A Igreja não abandona todos aqueles que foram incorporados em seu seio mediante o sacramento batismo. Até que o Senhor retorne para tudo consumar em seu amor, a Igreja recomenda à misericórdia do Senhor e os apresenta aos ainda peregrinos para o devido sufrágio.

Todavia, para uma melhor compreensão da realidade que celebramos hoje, recorro às imagens bíblicas, ricas em seu significado.

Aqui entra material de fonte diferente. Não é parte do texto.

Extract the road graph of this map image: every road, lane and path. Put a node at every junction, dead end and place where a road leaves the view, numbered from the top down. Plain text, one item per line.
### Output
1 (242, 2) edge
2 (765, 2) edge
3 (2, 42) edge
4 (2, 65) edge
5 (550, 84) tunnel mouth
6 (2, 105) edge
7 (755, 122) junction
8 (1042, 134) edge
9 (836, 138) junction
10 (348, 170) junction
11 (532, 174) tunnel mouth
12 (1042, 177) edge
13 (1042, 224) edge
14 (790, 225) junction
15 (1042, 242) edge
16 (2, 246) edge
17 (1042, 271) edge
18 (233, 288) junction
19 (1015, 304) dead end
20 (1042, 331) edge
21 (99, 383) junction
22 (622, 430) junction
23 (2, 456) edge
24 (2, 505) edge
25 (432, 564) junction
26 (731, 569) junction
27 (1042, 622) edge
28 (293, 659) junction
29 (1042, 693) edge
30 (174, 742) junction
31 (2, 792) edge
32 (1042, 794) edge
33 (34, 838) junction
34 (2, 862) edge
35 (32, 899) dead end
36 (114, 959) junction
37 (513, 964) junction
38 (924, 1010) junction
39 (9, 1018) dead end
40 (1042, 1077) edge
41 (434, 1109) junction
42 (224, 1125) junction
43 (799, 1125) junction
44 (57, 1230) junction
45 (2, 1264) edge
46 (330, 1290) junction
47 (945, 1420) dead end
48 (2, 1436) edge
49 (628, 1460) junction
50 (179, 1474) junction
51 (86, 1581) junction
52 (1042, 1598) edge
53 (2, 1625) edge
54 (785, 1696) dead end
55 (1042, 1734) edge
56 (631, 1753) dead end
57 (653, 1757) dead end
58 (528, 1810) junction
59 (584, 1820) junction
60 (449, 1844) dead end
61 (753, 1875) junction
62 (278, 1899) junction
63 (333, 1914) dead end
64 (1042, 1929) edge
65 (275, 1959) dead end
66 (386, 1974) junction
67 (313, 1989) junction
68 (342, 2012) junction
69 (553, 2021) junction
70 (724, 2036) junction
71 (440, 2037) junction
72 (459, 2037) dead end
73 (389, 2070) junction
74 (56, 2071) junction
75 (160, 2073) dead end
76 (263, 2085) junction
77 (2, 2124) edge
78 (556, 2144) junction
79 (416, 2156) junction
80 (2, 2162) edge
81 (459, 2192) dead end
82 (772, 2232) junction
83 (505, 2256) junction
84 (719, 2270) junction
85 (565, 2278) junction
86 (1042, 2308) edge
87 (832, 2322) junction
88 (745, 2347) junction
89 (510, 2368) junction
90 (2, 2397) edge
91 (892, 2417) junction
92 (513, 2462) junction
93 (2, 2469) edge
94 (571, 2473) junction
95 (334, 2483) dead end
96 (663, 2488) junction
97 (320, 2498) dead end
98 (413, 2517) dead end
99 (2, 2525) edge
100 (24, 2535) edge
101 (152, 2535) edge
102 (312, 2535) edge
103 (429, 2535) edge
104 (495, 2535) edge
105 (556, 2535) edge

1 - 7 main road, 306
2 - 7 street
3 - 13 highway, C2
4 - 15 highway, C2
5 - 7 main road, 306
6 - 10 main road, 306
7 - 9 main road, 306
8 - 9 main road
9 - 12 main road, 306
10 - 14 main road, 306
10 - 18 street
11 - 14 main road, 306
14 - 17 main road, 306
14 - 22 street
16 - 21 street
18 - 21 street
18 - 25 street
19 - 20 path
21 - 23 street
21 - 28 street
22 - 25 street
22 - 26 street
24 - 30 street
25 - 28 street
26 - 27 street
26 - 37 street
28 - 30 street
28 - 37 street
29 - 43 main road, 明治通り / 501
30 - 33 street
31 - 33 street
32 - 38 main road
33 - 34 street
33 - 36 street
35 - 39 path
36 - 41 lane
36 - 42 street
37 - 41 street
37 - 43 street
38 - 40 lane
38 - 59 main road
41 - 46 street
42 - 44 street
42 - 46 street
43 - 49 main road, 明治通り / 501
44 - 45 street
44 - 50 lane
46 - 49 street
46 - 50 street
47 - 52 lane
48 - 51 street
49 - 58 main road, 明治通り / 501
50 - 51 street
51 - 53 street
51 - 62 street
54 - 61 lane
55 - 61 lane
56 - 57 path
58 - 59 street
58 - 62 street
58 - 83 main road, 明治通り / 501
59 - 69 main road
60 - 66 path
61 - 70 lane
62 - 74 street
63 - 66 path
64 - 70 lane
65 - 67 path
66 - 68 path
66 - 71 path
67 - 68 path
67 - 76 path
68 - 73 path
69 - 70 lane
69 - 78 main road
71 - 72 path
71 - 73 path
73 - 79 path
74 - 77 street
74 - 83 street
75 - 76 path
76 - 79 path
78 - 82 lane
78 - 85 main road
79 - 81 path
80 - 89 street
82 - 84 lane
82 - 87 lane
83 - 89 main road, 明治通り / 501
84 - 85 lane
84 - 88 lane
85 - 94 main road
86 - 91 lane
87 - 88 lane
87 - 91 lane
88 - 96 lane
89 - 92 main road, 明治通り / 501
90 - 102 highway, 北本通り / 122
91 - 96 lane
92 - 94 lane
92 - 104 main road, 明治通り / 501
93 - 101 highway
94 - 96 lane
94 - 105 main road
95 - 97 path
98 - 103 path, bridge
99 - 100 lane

Nós cristãos somos peregrinos rumo à terra prometida, o “Além Jordão”. Saímos da terra da escravidão – o Egito – ao nascermos para este mundo, passando pelo Mar Vermelho, isto é, pelo sacramento do batismo e somos introduzidos no deserto, lugar onde se apenas acampa, onde arma-se cabanas e não se tem morada fixa; é a vida que levamos após o sacramento da regeneração. E nossa vida acontece no deserto, num tempo determinado que nos é concedido por Deus.

Como o antigo, nós o Novo Israel, que é a Igreja de Cristo, peregrinamos estimulados por uma promessa: a terra prometida. Um estímulo sustendo pela fé, dom de Deus na liberdade do homem. Um estímulo que nos contagia e é, ao mesmo tempo, contagiante, ou seja a vivência da caridade. Um estímulo que nos mantém firmes na marcha, a esperança.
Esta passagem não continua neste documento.